*WHAT IS REQUIRED*
Scan the records below and say how many lines include the word "highway", giving no other text.

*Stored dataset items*
^^^^
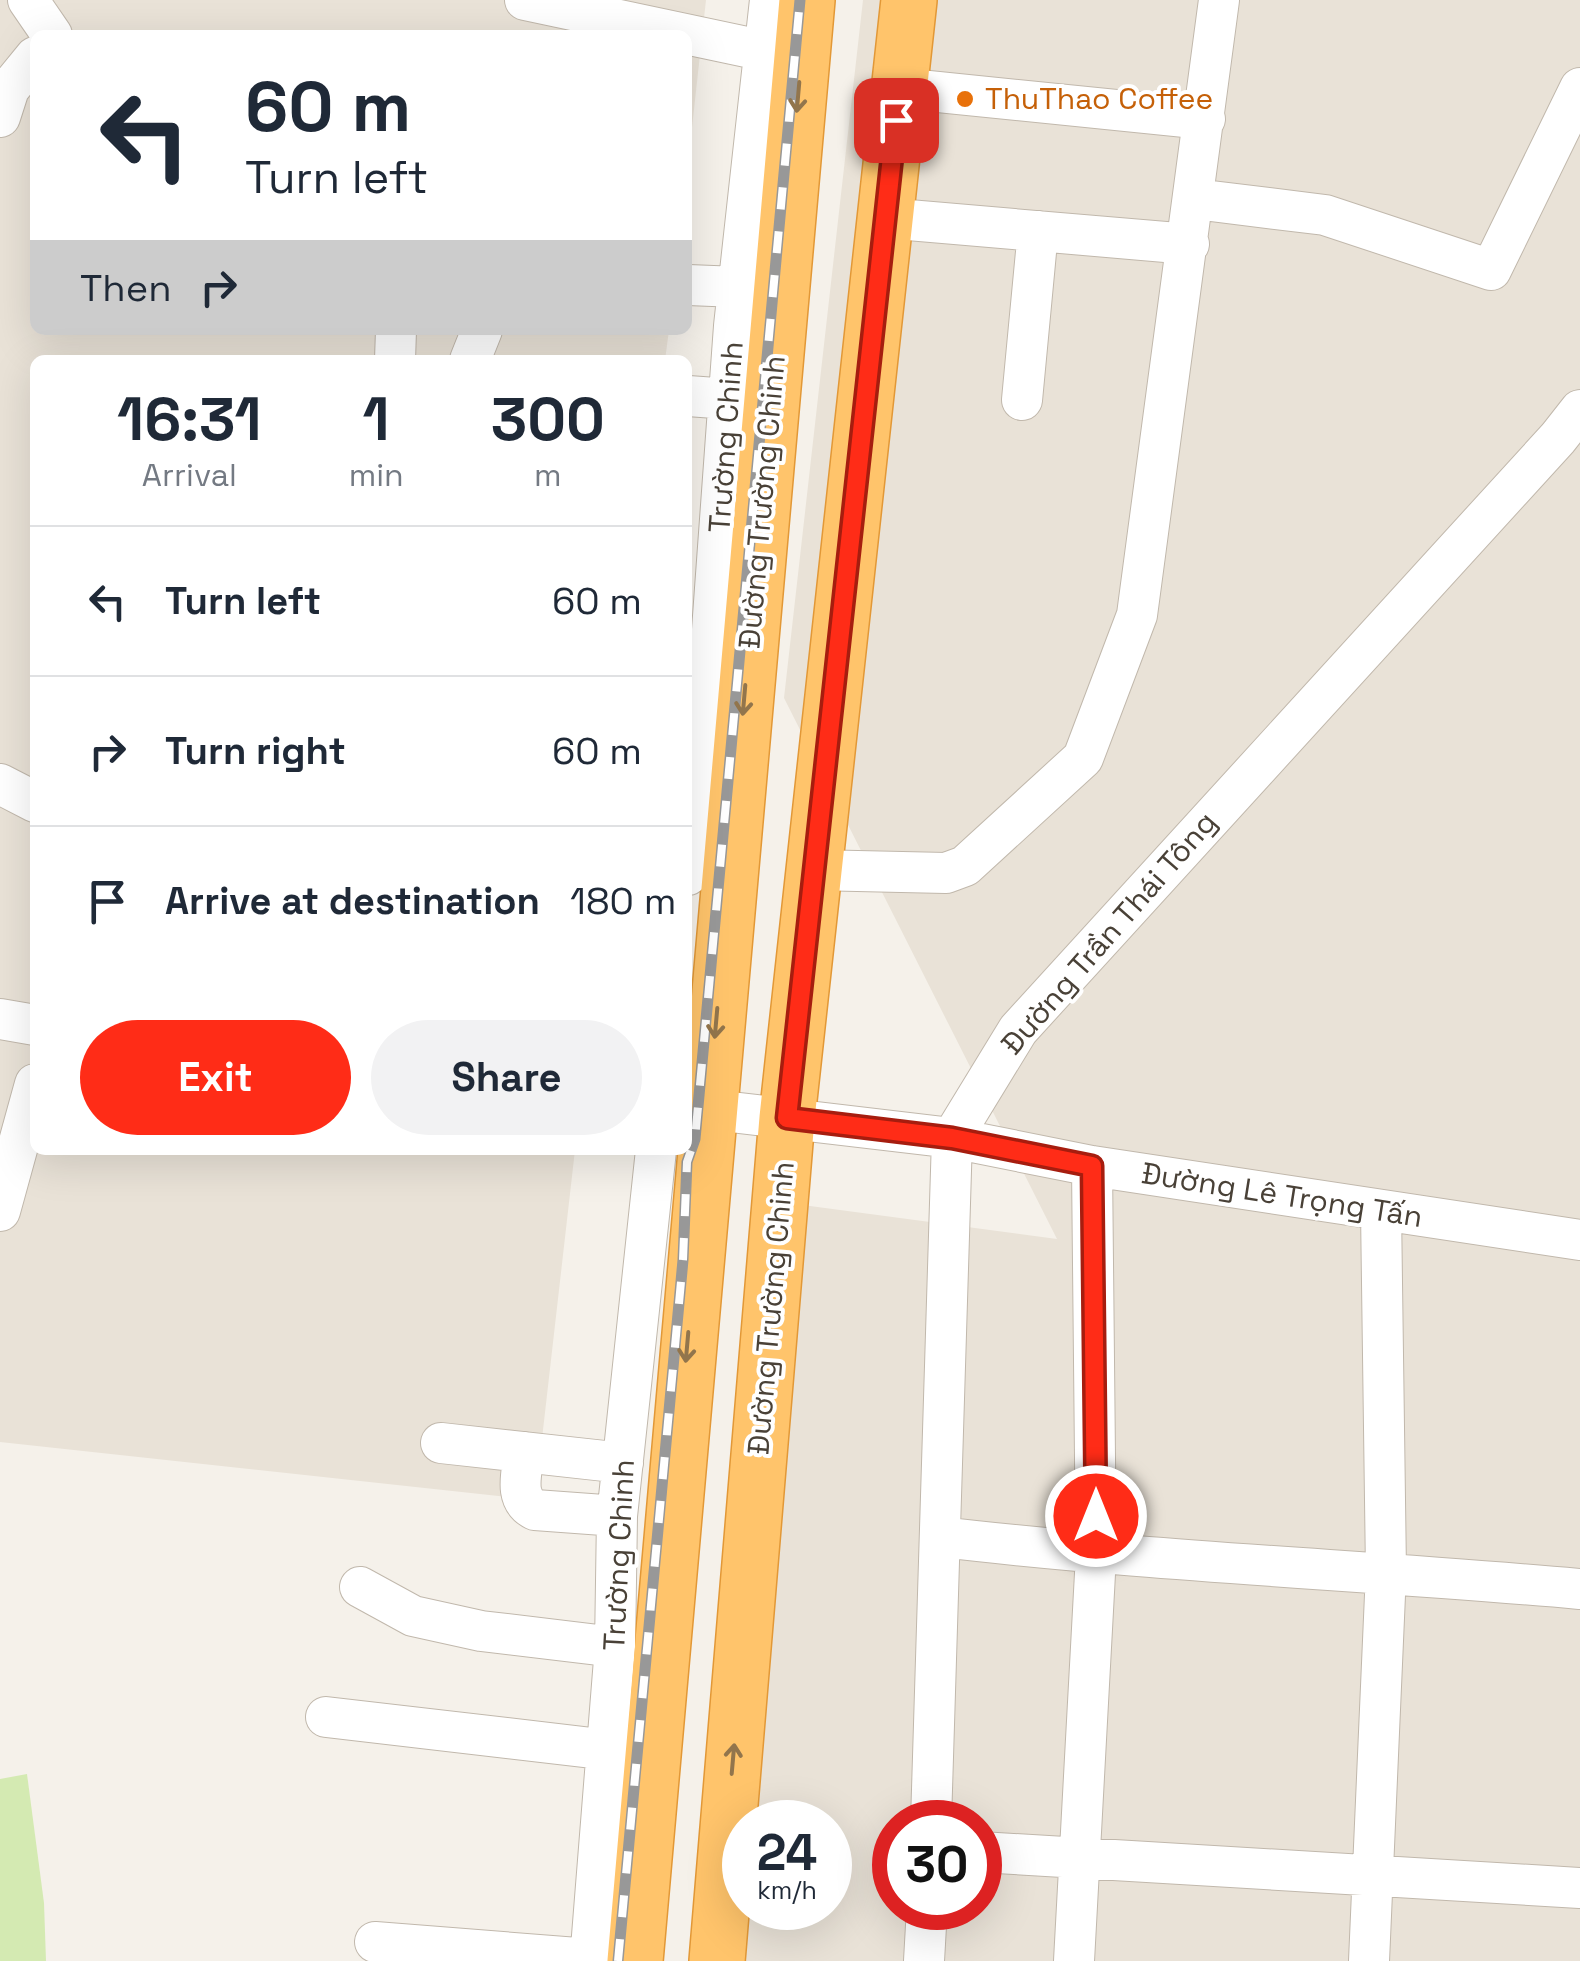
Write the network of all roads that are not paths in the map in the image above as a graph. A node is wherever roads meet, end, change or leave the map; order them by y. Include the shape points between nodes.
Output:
1 (28, 0) edge
2 (770, 0) edge
3 (807, 0) edge
4 (908, 0) edge
5 (1219, 0) edge
6 (540, 13) edge
7 (49, 30) edge
8 (641, 30) edge
9 (692, 39) edge
10 (765, 51) junction
11 (30, 63) edge
12 (899, 88) junction
13 (1580, 88) edge
14 (0, 117) edge
15 (1205, 119) junction
16 (1195, 199) junction
17 (885, 218) junction
18 (1038, 232) junction
19 (1189, 244) junction
20 (692, 285) edge
21 (738, 287) junction
22 (692, 396) edge
23 (729, 399) junction
24 (1022, 400) dead end
25 (1573, 435) edge
26 (700, 630) edge
27 (0, 784) edge
28 (30, 799) edge
29 (692, 839) edge
30 (813, 870) junction
31 (0, 1019) edge
32 (30, 1024) edge
33 (30, 1102) edge
34 (698, 1108) edge
35 (787, 1118) junction
36 (952, 1138) junction
37 (655, 1155) edge
38 (1092, 1166) junction
39 (0, 1210) edge
40 (1381, 1210) junction
41 (1580, 1240) edge
42 (441, 1443) dead end
43 (524, 1452) junction
44 (623, 1462) junction
45 (617, 1516) junction
46 (941, 1537) junction
47 (1096, 1555) junction
48 (1386, 1572) junction
49 (360, 1587) dead end
50 (1580, 1589) edge
51 (615, 1648) junction
52 (326, 1717) dead end
53 (608, 1750) junction
54 (932, 1800) edge
55 (1002, 1853) edge
56 (1081, 1856) junction
57 (1373, 1876) junction
58 (1580, 1888) edge
59 (926, 1930) edge
60 (375, 1942) dead end
61 (605, 1960) edge
62 (716, 1961) edge
63 (924, 1961) edge
64 (1074, 1961) edge
65 (1369, 1961) edge

1 - 7 street
2 - 10 street, Trường Chinh
3 -> 34 highway, Đường Trường Chinh
4 - 12 highway, Đường Trường Chinh
5 - 15 street
6 - 8 street
9 - 10 street
10 - 21 street, Trường Chinh
11 - 14 street via 9,89
12 - 15 street
12 - 17 highway, Đường Trường Chinh
13 - 16 street via 1491,270 1324,215
15 - 16 street
16 - 19 street
17 - 18 street
17 - 30 highway, Đường Trường Chinh
18 - 19 street
18 - 24 street
19 - 30 street via 1137,615 1083,758 965,866 946,873
20 - 21 street
21 - 23 street, Trường Chinh
22 - 23 street
23 - 26 street, Trường Chinh
25 - 36 street, Đường Trần Thái Tông via 1018,1030
26 - 29 street, Trường Chinh via 706,713
27 - 28 street
30 - 35 highway, Đường Trường Chinh
31 - 32 street
33 - 39 street
34 - 35 street, Đường Lê Trọng Tấn
34 -> 61 highway, Đường Trường Chinh
35 - 36 street, Đường Lê Trọng Tấn
62 -> 35 highway, Đường Trường Chinh
36 - 38 street, Đường Lê Trọng Tấn
36 - 46 street, Đường Trần Thái Tông
37 - 44 street, Trường Chinh
38 - 40 street, Đường Lê Trọng Tấn
38 - 47 street
40 - 41 street, Đường Lê Trọng Tấn
40 - 48 street
42 - 43 street
43 - 44 street
43 - 45 street via 520,1496 526,1506
44 - 45 street, Trường Chinh
45 - 51 street, Trường Chinh
46 - 47 street
46 - 54 street, Đường Trần Thái Tông
47 - 48 street
47 - 56 street
48 - 50 street
48 - 57 street
49 - 51 street via 413,1616
51 - 53 street, Trường Chinh
52 - 53 street
53 - 61 street, Trường Chinh
55 - 56 street
56 - 57 street
56 - 64 street
57 - 58 street
57 - 65 street
59 - 63 street
60 - 61 street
^^^^
*PROBLEM SOLUTION*
7